- Opening Delimiter -

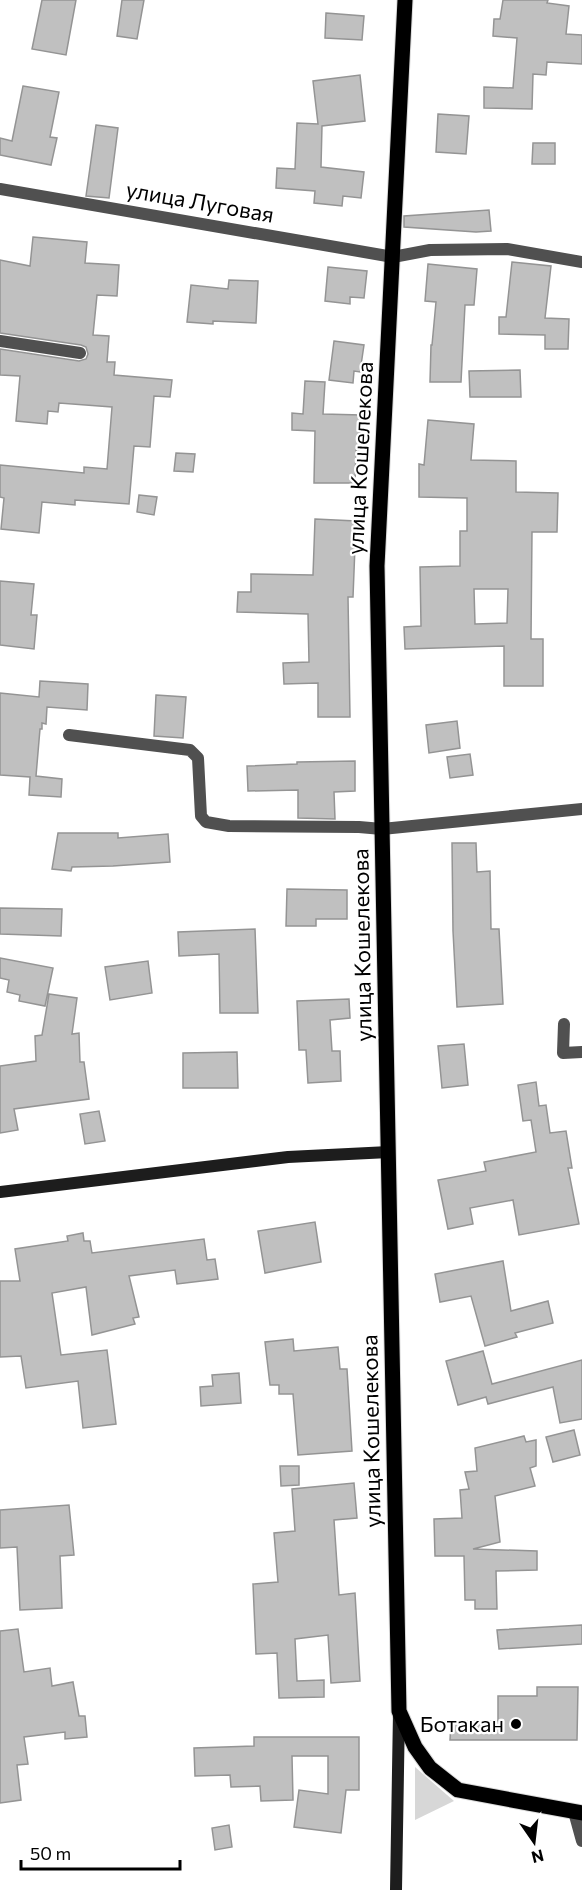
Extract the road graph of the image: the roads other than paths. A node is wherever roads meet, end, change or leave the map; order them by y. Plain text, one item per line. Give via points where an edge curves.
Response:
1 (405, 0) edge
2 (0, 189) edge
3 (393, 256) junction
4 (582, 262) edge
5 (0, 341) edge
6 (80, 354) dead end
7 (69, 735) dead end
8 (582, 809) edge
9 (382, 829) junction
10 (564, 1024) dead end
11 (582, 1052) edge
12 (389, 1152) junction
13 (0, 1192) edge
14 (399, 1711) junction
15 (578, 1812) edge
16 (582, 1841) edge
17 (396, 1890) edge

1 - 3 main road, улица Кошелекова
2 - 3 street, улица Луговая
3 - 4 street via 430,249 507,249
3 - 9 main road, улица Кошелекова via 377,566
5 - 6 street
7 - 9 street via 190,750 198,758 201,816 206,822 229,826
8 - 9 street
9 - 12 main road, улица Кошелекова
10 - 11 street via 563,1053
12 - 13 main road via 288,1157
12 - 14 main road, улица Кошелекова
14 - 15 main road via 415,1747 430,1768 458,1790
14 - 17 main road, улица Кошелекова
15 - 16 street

- Closing Delimiter -

Exercise objective | Write every record out again exactly, omitting the pictures they hold.

Reply |
Extract the road graph of the image: the roads other than paths. A node is wherever roads meet, end, change or leave the map; order them by y. Plain text, one item per line. Give via points where an edge curves.
Response:
1 (405, 0) edge
2 (0, 189) edge
3 (393, 256) junction
4 (582, 262) edge
5 (0, 341) edge
6 (80, 354) dead end
7 (69, 735) dead end
8 (582, 809) edge
9 (382, 829) junction
10 (564, 1024) dead end
11 (582, 1052) edge
12 (389, 1152) junction
13 (0, 1192) edge
14 (399, 1711) junction
15 (578, 1812) edge
16 (582, 1841) edge
17 (396, 1890) edge

1 - 3 main road, улица Кошелекова
2 - 3 street, улица Луговая
3 - 4 street via 430,249 507,249
3 - 9 main road, улица Кошелекова via 377,566
5 - 6 street
7 - 9 street via 190,750 198,758 201,816 206,822 229,826
8 - 9 street
9 - 12 main road, улица Кошелекова
10 - 11 street via 563,1053
12 - 13 main road via 288,1157
12 - 14 main road, улица Кошелекова
14 - 15 main road via 415,1747 430,1768 458,1790
14 - 17 main road, улица Кошелекова
15 - 16 street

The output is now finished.